Knochenjob im Pailletten-Dress
Petra Matschuck aus Siegen tritt seit 15 Jahren als Nackttänzerin im legendären Pariser Revuetheater Lido auf.
Paris. Die Gentlemen von der Insel füllen zwei lange Tische in der ersten Reihe. Die Stimmung ist bestens, nicht nur weil der Champagner fließt. "Bonheur", "Glück", heißt die schillernde Show im Lido, und Glückseligkeit steht auch in ihren geröteten Gesichtern geschrieben.
Die Lido-Diven bringen die Zuschauer eben immer noch zum Staunen. Mitten im Gewippe der Strasssteine und Straußenfedern, Pailletten und Pompons tanzt Petra Matschuck aus Siegen. "Es gibt immer wieder Momente, da frage ich mich: Was machst du da eigentlich oben ohne auf der Bühne?", sagt die 41-Jährige. Seit 15 Jahren steht sie auf den Brettern des Lido und zählt damit zu den dienstältesten Tänzerinnen des Hauses.
Petra Matschuck schaut gern auf ihre Karriere zurück, auf die Geschichte vom Mädchen aus der deutschen Provinz, das den legendären Varieté-Tempel auf den Champs-Elysées erobert hat. Schon mit dreieinhalb schicken ihre Eltern sie zum Ballettunterricht. "Nach dem Abi stand fest, ich werde Tänzerin", erzählt sie. Sie studiert an der Tanzakademie Tilburg das volle Programm - klassischer und moderner Tanz, Jazz, Folklore, Pädagogik, Musik. Danach tingelt sie mit dem Tanzlehrerdiplom in der Tasche durch die Provinz. Bis sie schließlich in der surrenden Weltstadt Paris Fuß fasst.

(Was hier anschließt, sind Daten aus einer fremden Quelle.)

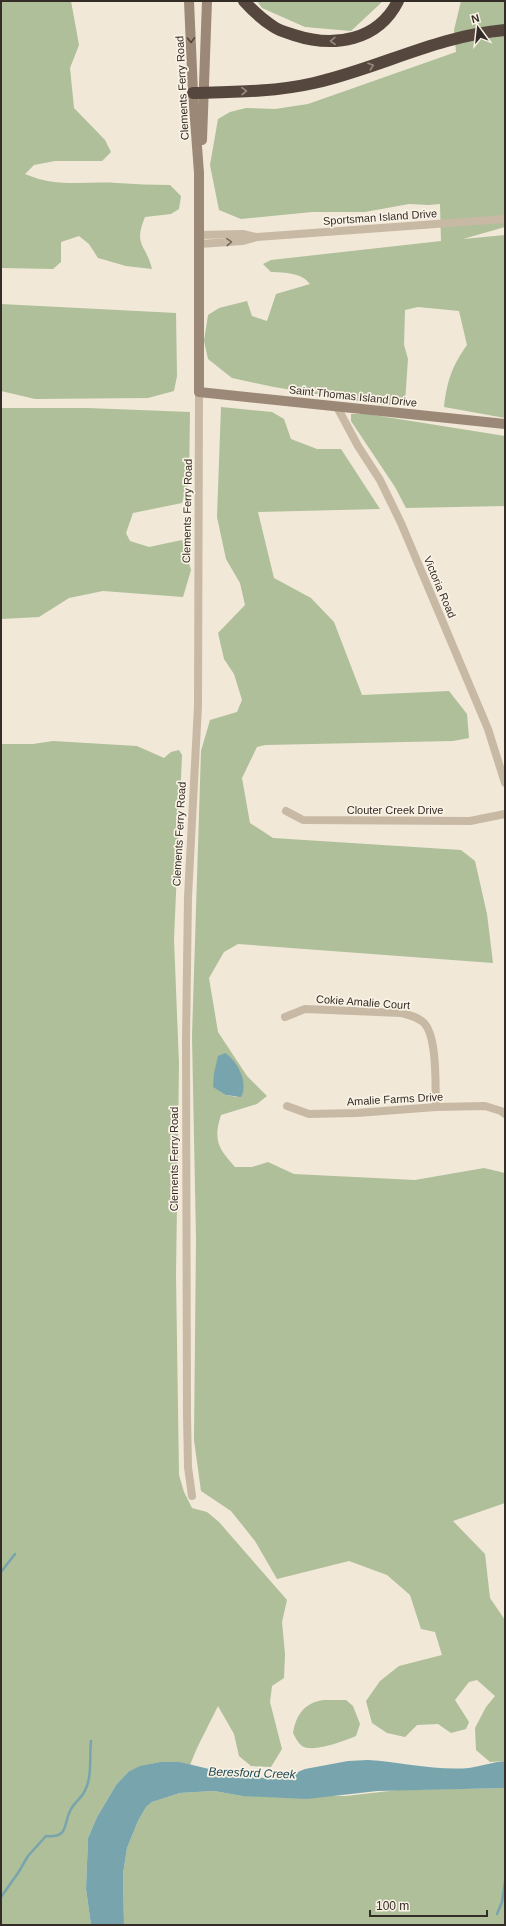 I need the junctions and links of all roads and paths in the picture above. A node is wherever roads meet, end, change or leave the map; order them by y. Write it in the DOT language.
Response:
graph roads {
  1 [pos="190,1"];
  2 [pos="207,1"];
  3 [pos="244,1"];
  4 [pos="398,1"];
  5 [pos="505,30"];
  6 [pos="199,92"];
  7 [pos="505,219"];
  8 [pos="200,239"];
  9 [pos="199,392"];
  10 [pos="337,407"];
  11 [pos="505,424"];
  12 [pos="505,783"];
  13 [pos="286,811"];
  14 [pos="505,814"];
  15 [pos="285,1017"];
  16 [pos="287,1106"];
  17 [pos="436,1107"];
  18 [pos="505,1114"];
  19 [pos="192,1496"];
  1 -- 6 [label="main road, Clements Ferry Road, one-way"];
  2 -- 6 [label="main road, Clements Ferry Road"];
  4 -- 3 [label="highway, one-way"];
  6 -- 5 [label="highway, one-way"];
  6 -- 8 [label="main road, Clements Ferry Road"];
  7 -- 8 [label="street, Sportsman Island Drive"];
  8 -- 9 [label="main road, Clements Ferry Road"];
  9 -- 10 [label="main road, Saint Thomas Island Drive"];
  9 -- 19 [label="street, Clements Ferry Road"];
  10 -- 11 [label="main road, Saint Thomas Island Drive"];
  10 -- 12 [label="street, Victoria Road"];
  13 -- 14 [label="street, Clouter Creek Drive"];
  15 -- 17 [label="street, Cokie Amalie Court"];
  16 -- 17 [label="street, Amalie Farms Drive"];
  17 -- 18 [label="street, Amalie Farms Drive"];
}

Die Show "Bonheur" ist ein fast zweistündiges Spektakel mit 70 Darstellern, 600 Kostümen und 23 Bühnenbildern. Wer allerdings hinter die schillernden Kulissen blickt, entdeckt hart arbeitendes Personal. "Tanzen im Lido ist ein echter Knochenjob", sagt Petra Matschuck ungeschminkt. Sechs Mal in der Woche stehen die 30 "Mademoiselles" auf der Bühne, für zwei Shows pro Abend und eine Tagesgage von 112 Euro brutto. Wenn sich die "danseuses" zuhause erschöpft in die Kissen fallen lassen, ist es meist zwischen vier und fünf Uhr früh.
Dank ihrer Routine ist Petra Matschuck inzwischen zur "Capitaine" der 18 Nackttänzerinnen aufgestiegen. Deshalb ist sie am frühen Nachmittag schon wieder im Theater, entweder um mit neuen Tänzerinnen Schritte einzustudieren oder um Dienstpläne zu erstellen.

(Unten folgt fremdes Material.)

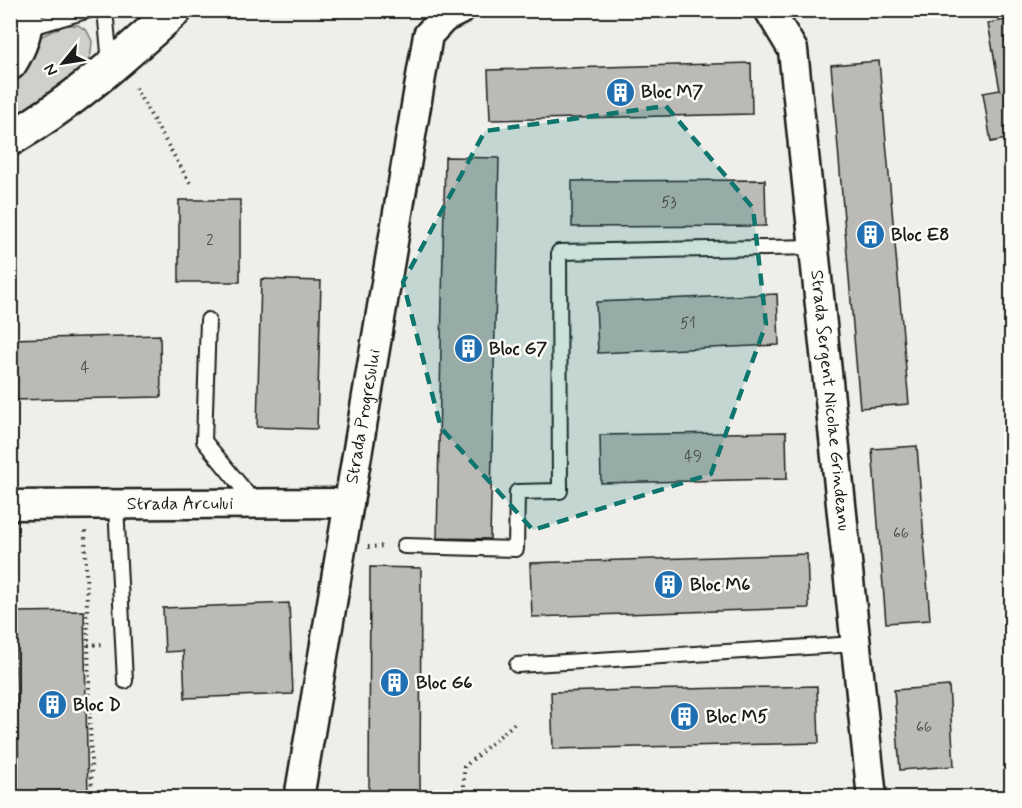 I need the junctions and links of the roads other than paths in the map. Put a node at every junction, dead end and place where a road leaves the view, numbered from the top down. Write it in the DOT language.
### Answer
graph roads {
  1 [pos="89,10"];
  2 [pos="105,10"];
  3 [pos="175,10"];
  4 [pos="460,10"];
  5 [pos="769,10"];
  6 [pos="25,20"];
  7 [pos="10,63"];
  8 [pos="123,78"];
  9 [pos="10,139"];
  10 [pos="814,247"];
  11 [pos="208,320"];
  12 [pos="349,503"];
  13 [pos="255,504"];
  14 [pos="10,505"];
  15 [pos="116,505"];
  16 [pos="404,546"];
  17 [pos="856,644"];
  18 [pos="517,665"];
  19 [pos="125,681"];
  20 [pos="299,798"];
  21 [pos="872,798"];
  1 -- 6 [label="lane"];
  2 -- 8 [label="lane"];
  3 -- 8 [label="main road"];
  4 -- 12 [label="street, Strada Progresului"];
  5 -- 10 [label="street, Strada Sergent Nicolae Grindeanu"];
  6 -- 7 [label="main road"];
  8 -- 9 [label="main road"];
  10 -- 16 [label="lane"];
  10 -- 17 [label="street, Strada Sergent Nicolae Grindeanu"];
  11 -- 13 [label="lane"];
  12 -- 13 [label="street, Strada Arcului"];
  12 -- 20 [label="street, Strada Progresului"];
  13 -- 15 [label="street, Strada Arcului"];
  14 -- 15 [label="street, Strada Arcului"];
  15 -- 19 [label="lane"];
  17 -- 18 [label="lane"];
  17 -- 21 [label="street, Strada Sergent Nicolae Grindeanu"];
} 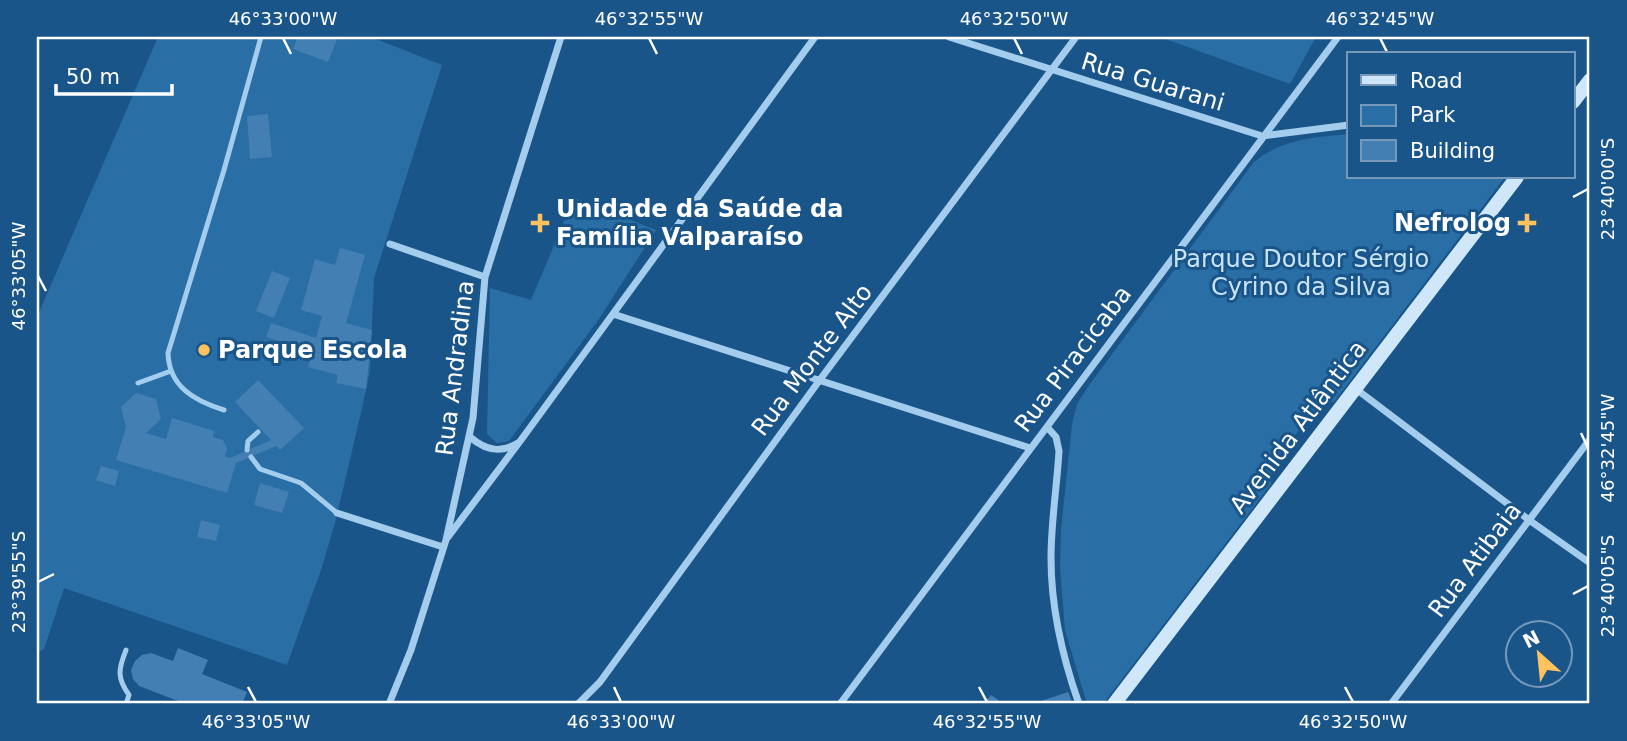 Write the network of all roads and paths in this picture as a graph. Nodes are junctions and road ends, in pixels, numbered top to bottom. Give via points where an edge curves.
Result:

Drei Jahre soll die "Bonheur"-Show noch laufen, solange möchte die Siegenerin mindestens noch tanzen. "In der Show haben wir keine Namen, wir sind durchnummeriert", sagt sie, die "11". Heute zeigt sie Julie, welche Schrittfolgen die Choreografie für den "3. Platz" vorschreibt. "Un-deux, trois-quatre", kommandiert sie in Jogginghose und T-Shirt. "Voilà, klappt doch", sagt "Capitaine" Petra, die unter Professionalität nicht allein perfekte Körperbeherrschung versteht. Sie verlangt von den Mädchen auch Respekt vor dem Publikum. "Die bezahlen viel Geld (195 Euro, um genau zu sein) für die Show, da darf man auch mal kokett zwinkern", predigt sie lächelnd.
Zu den erbarmungslosesten Kritikern der Lido-Tänzerinnen zählen übrigens nicht die männlichen Gäste, sondern ihre weiblichen Begleiterinnen. Beine, Po, Busen der Tänzerinnen werden mit akribischen Blicken intensiv vermessen. PetrLidoa Matschuck: "Das Schlimmste ist, wenn die Frauen mit Fingern auf uns zeigen."